Would you repeat exactly the part of the listing below that runs from the line containing "0 .pushpdf14devicefilter" down to the line containing "4 setmiterlimit", inclusive, and nothing else?

● **DATA FOR THIS TASK**
# # #
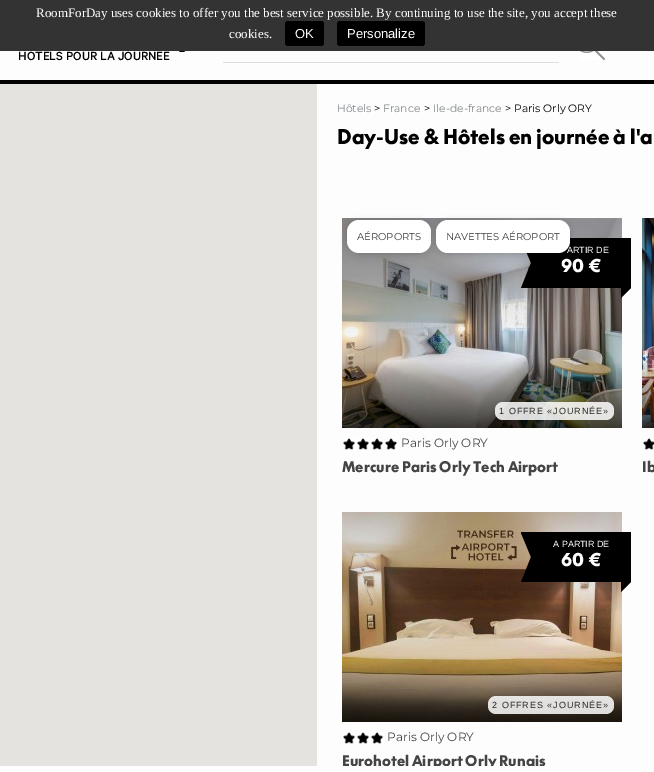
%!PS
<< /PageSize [654 772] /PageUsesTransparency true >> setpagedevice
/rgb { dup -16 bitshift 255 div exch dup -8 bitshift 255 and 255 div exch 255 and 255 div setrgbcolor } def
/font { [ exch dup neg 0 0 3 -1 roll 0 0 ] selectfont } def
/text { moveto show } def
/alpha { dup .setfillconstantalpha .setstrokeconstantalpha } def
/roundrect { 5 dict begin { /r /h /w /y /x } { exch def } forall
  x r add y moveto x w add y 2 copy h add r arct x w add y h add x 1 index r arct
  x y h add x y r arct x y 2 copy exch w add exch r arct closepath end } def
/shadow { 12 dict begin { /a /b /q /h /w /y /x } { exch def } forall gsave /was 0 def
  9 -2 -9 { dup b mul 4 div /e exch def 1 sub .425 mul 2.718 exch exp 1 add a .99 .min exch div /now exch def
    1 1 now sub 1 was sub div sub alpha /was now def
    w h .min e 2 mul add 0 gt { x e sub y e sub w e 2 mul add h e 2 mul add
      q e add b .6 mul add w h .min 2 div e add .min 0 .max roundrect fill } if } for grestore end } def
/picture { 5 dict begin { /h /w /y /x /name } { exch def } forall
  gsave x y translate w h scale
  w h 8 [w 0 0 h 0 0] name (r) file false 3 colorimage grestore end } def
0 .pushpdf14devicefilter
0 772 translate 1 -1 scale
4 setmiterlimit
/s1 { /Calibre-Medium 13.25 font 16#000000 rgb } def
/s2 { /LiberationSerif-Regular 13 font 16#FFFFFF rgb } def
/s3 { /LiberationSans-Regular 13 font 16#FFFFFF rgb } def
/s4 { /Montserrat-Regular 10.75 font 16#82888A rgb } def
/s5 { /Montserrat-Regular 10.75 font 16#000000 rgb } def
/s6 { /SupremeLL-Black 20 font 16#000000 rgb } def
/s7 { /Montserrat-Regular 10 font 16#393C3D rgb } def
/s8 { /LiberationSans-Regular 9 font 16#FFFFFF rgb } def
/s9 { /SupremeLL-Black 18 font 16#FFFFFF rgb } def
/s10 { /Montserrat-Regular 12 font 16#444444 rgb } def
/s11 { /SupremeLL-Black 14.4 font 16#444444 rgb } def
16#FDFDFD rgb
0 0 654 772 rectfill
s1
(HÔTELS POUR LA JOURNÉE) 18 60 text
16#333333 rgb
0 0 654 51 rectfill
s2
(RoomForDay uses cookies to offer you the best service possible. By continuing to use the site, you accept these) 36 17 text
(cookies.) 229 38 text
16#000000 rgb
285 21 39 25 3 roundrect fill
s3
(OK) 295 38 text
16#000000 rgb
337 21 88 25 3 roundrect fill
s3
(Personalize) 347 38 text
(pic1.raw) 179 51 6 1 picture
(pic2.raw) 580 51 25 9 picture
16#DDDDDD rgb
223 62 336 1 rectfill
16#000000 rgb
0 80 654 4 rectfill
16#E5E3DF rgb
0 84 317 682 rectfill
s4
(Hôtels) 337 112 text
s5
(>) 374 112 text
s4
(France) 383 112 text
s5
(>) 424 112 text
s4
(Ile-de-france) 433 112 text
s5
(> Paris Orly ORY) 505 112 text
s6
(Day-Use & Hôtels en journée à l'a) 337 144 text
(pic3.raw) 342 218 280 210 picture
347 221 84 33 12 3.5 0.16 shadow
16#FFFFFF rgb
347 220 84 33 12 roundrect fill
s7
(AÉROPORTS) 357 240 text
16#000000 rgb
521 238 moveto 631 238 lineto 631 288 lineto 621 298 lineto 621 288 lineto 521 288 lineto 531 263 lineto 521 239 lineto closepath fill
436 221 134 33 12 3.5 0.16 shadow
16#FFFFFF rgb
436 220 134 33 12 roundrect fill
s7
(NAVETTES AÉROPORT) 446 240 text
0.33 alpha
16#000000 rgb
631 288 moveto 621 288 lineto 621 298 lineto closepath fill
1 alpha
s8
(ARTIR DE) 567 253 text
s9
(90 €) 561 272 text
0.85 alpha
495 402 119 18 8 roundrect fill
/LiberationSans-Regular 9 font
1 alpha
16#222222 rgb
499 414 moveto 1 0 (1 OFFRE «JOURNÉE») ashow
(pic4.raw) 343 438 13 12 picture
(pic4.raw) 357 438 13 12 picture
(pic4.raw) 371 438 13 12 picture
(pic4.raw) 385 438 13 12 picture
s10
(Paris Orly ORY) 401 447 text
s11
(Mercure Paris Orly Tech Airport) 342 472 text
(pic5.raw) 642 218 12 210 picture
(pic6.raw) 643 438 11 12 picture
(Ib) 642 472 text
(pic7.raw) 342 512 280 210 picture
16#000000 rgb
521 532 moveto 631 532 lineto 631 582 lineto 621 592 lineto 621 582 lineto 521 582 lineto 531 557 lineto 521 533 lineto closepath fill
0.33 alpha
631 582 moveto 621 582 lineto 621 592 lineto closepath fill
1 alpha
s8
(A PARTIR DE) 553 547 text
s9
(60 €) 561 566 text
0.85 alpha
488 696 126 18 8 roundrect fill
/LiberationSans-Regular 9 font
1 alpha
16#222222 rgb
492 708 moveto 1 0 (2 OFFRES «JOURNÉE») ashow
(pic4.raw) 343 732 13 12 picture
(pic4.raw) 357 732 13 12 picture
(pic4.raw) 371 732 13 12 picture
s10
(Paris Orly ORY) 387 741 text
gsave
342 752 280 14 rectclip
s11
(Eurohotel Airport Orly Rungis) 342 766 text
grestore
.poppdf14devicefilter showpage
# # #
● **ANSWER SECTION**
0 .pushpdf14devicefilter
0 772 translate 1 -1 scale
4 setmiterlimit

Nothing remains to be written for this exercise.